Jeremy Hill, left, Water Resources Engineer for the California Department of Water Resources, assists Sean de Guzman, chief of snow surveys for C.D.W.R., clearing the snow survey tube during the first snow survey of the season at Phillips Station near Echo Summit , Calif., Wednesday Dec. 30, 2020.
(AP Photo/Hector Amezcua)

Jeremy Hill, left, Water Resources Engineer for the California Department of Water Resources, assists Sean de Guzman, chief of snow surveys for C.D.W.R., clearing the snow survey tube during the first snow survey of the season at Phillips Station near Echo Summit , Calif., Wednesday Dec. 30, 2020.

With winter in full swing, the mountains of Nevada and Colorado should be seeing snowfall that will melt to form the state’s water supply next year.  

 

But early reports show we’re seeing a dry winter – and that comes on the heels of a dry winter in 2020.  

 

Now, according to the U.S. Drought Monitor, more than 90 percent of Nevada is seeing severe to exceptional drought conditions.  

 

So what does that mean for the coming year? 

 

Jeff Anderson is a hydrologist with the U.S. Department of Agriculture. He monitors snowpack conditions from Reno.

"Right now, we have snowpacks that are below median. They’re about 69 percent of median for the Truckee, Tahoe and Carson basins, even less at 46 percent for the Walker and Upper Humboldt – 72 percent,” Anderson told KNPR's State of Nevada.

The below-normal snowpack is adding to the below-normal precipitation last year. 

“For the eastern Sierra, we’ve missed half an average water years’ worth of precipitation in the last 15 months," he said, "There are certainly shortages in how much water we’ve been receiving from the clouds that go back more than a year.”

Anderson explained that the storm track from the Pacific Ocean that brings moisture to the coast is pushing further north into the Pacific Northwest.

But it is not all bad news, Anderson said there is a chance that the storms will move enough.

“There is still a chance that the storm track can dip south,” he said.

It has happened in the past. Storms move just enough south for Northern Nevada to benefit.

Even if large storms don't come, Bill Hauck with the Truckee Meadows Water Authority said it is unlikely that water supplies for the agency's customers will change.

“Just because we have below-average snowpack right now, and the runoff forecasts aren’t looking as good as we would like, doesn’t necessarily mean we’re going to have reduced river flows or supply in the Truckee River,” he said.

Hauck explained that the Truckee River system is backed up by several upstream reservoirs, the largest being Lake Tahoe, that can hold onto water from wetter years to beef up supply for drier years.

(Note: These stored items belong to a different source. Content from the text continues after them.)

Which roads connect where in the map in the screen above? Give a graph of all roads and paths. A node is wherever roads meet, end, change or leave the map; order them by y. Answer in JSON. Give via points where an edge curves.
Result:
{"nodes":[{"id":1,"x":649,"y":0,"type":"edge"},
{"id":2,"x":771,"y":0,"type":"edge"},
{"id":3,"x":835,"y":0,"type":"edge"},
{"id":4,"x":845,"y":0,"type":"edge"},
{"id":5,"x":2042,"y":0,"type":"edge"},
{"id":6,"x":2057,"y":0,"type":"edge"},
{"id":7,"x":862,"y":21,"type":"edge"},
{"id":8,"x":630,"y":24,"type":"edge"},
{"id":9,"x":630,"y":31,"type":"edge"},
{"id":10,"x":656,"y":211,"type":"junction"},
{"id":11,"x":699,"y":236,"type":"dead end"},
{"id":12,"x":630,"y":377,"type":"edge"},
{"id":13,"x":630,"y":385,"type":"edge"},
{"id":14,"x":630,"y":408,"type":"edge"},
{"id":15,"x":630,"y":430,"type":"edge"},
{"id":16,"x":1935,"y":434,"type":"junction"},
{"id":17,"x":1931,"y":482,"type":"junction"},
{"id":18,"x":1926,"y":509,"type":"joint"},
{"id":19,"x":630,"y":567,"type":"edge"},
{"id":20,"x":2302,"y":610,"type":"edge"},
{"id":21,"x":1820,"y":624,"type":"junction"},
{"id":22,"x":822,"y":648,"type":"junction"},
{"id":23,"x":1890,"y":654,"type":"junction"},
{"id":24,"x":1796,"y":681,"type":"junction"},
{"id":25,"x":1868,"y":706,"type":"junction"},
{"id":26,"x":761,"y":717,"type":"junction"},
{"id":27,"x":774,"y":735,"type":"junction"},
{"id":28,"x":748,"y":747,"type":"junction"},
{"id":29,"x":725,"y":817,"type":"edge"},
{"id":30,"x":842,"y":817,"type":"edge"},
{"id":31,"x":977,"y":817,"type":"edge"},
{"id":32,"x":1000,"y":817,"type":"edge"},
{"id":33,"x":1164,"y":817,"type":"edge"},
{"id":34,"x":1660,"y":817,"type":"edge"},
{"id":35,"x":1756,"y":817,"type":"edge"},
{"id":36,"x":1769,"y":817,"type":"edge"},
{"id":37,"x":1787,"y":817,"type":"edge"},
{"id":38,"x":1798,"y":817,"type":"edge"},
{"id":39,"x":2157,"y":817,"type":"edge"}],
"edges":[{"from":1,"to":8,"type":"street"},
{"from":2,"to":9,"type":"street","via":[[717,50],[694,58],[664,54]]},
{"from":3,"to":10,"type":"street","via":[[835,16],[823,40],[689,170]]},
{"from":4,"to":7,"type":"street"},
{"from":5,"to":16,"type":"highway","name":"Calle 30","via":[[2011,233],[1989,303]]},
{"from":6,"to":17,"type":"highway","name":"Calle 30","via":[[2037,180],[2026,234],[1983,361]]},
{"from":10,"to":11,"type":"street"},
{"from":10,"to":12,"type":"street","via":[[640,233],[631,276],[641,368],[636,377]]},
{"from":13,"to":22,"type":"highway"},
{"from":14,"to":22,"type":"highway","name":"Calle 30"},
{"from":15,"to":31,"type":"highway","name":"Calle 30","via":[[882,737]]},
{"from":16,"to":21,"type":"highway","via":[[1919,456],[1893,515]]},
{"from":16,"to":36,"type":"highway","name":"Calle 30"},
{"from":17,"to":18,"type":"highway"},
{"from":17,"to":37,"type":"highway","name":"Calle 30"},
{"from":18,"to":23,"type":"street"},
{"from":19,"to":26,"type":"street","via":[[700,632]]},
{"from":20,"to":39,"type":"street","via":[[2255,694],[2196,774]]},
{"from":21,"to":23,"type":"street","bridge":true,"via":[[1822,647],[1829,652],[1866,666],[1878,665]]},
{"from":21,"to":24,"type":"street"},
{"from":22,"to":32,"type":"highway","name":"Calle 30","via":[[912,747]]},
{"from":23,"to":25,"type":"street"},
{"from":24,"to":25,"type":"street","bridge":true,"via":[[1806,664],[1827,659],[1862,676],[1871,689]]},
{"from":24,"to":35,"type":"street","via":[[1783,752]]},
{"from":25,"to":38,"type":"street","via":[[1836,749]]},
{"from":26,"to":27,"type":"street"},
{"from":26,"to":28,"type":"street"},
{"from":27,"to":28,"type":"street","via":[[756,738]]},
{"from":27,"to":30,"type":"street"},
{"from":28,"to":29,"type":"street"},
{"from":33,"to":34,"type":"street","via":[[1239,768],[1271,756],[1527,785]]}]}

“They’re really just a major buffer against any effects of drought for at least two or three years, even a major drought,” he said.

Since 2017 and 2019 were wetter years, they made up for the drier years between 2012 and 2015.

The snowpack numbers are fed through a complex model of water use and supply, Hauck explained, and those projections show an 80 percent chance of normal river flow this year.

There has been more concern about the water supply from the Sierra Nevada because of the impacts of climate changes.

However, Anderson said that snowpack is not a good indicator of climate change especially on the eastern slope of the mountains. He said the snow levels vary widely and have since the snowpack was first measured in the early 1900s.

But Anderson does say he has seen bigger swings between wet and dry years.

“What I’ve been seeing is just the variability of what mother nature can throw at us both on the dry side and on the wet side as really expanded in just the last seven years since I’ve been down here,” he said.

In Southern Nevada, water comes from Lake Mead, which is fed by the Colorado River. The river is fed by melting snow from the western slopes of the Rocky Mountains.

Unlike Northern Nevada, the Colorado River is managed by a complex set of partnerships between western states that rely on it. Before water flows into Lake Mead, it is released from Lake Powell in Utah.

“So right now, we’re projecting about 8.23 million acre-feet to be released from Lake Powell this water year. We don’t expect that to change even though the forecast isn’t looking too good for inflow into Lake Powell,” said Dan Bunk, chief of Boulder Canyon Operations Office for the U.S. Bureau of Reclamation.

Bunk said that release of water is about average.

But Southern Nevada is already in a water-shortage reduction as outlined by the Drought Contingency Plan signed by Colorado River water users in 2019.

Under the agreement, Nevada must take a reduction of 8,000 acre-feet of water and Arizona must take a 192,000 acre-feet reduction.

The Drought Contingency Plan outlines very specific cutbacks for each state depending on where water levels are. 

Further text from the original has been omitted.